Other successful claims from Israel have come from gay Arab men and women, messianic Jews – those who say they are Jewish but believe Jesus Christ is their saviour – and, in one case, a Russian Jew who came under the Law of Return and then converted to Christianity because his wife was Christian, and he began to proselytize.

“Israeli authorities frown on that,” Corrigan said.

Asked whether religious friction constitutes the sort of persecution that compels someone to seek asylum elsewhere, Corrigan said, “You don’t have to be killed to be a refugee. If someone is going to throw you in jail or beat you up and the authorities aren’t interested in protecting you, that’s enough to sustain a refugee claim.”

You don’t have to be killed to be a refugee. If someone is going to throw you in jail or beat you up and the authorities aren’t interested in protecting you, that’s enough to sustain a refugee claim.
– Edward Corrigan

From the “Palestine” category, which encompasses Gaza, the West Bank, east Jerusalem and Palestinians who reside elsewhere, the IRB finalized 406 refugee claims last year.

It granted asylum to 307 of them and rejected 88, for an overall acceptance rate of 75 per cent.

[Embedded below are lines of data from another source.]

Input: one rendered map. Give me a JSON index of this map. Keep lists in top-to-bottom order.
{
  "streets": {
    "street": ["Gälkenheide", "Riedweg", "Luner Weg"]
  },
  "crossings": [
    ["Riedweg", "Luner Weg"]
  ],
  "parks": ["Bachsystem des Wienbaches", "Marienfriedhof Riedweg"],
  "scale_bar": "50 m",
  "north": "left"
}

A further 546 cases were pending at year’s end.

The numbers were up sharply from 2016, when the board heard 153 claims from Palestine, accepted 123 of them and denied 24.

Overall, Palestinians can face persecution from the Israeli army, Jewish settlers, the Palestinian Authority in the West Bank or Hamas in Gaza, Corrigan said.

Claims for asylum also come from gay men and women who face grave dangers, both religious and cultural, in their societies, and can’t get protection from Israel.

In these cases, too, Israel will often try and turn them into informants, Corrigan said. “So they end up leaving. They don’t want to become an informant for the Israeli authorities, which would increase their risk factors, and they certainly don’t want to be killed or beaten up or attacked because they are gay.”

He’s also handled claims from young women who fled after refusing to enter into arranged marriages.

Corrigan said he has a 100 per cent success rate in refugee claims from Gaza because applicants fear Hamas, which Canada considers to be a terrorist organization.

In the West Bank, he said, the situation is “much more complex. There are different agents of persecution.”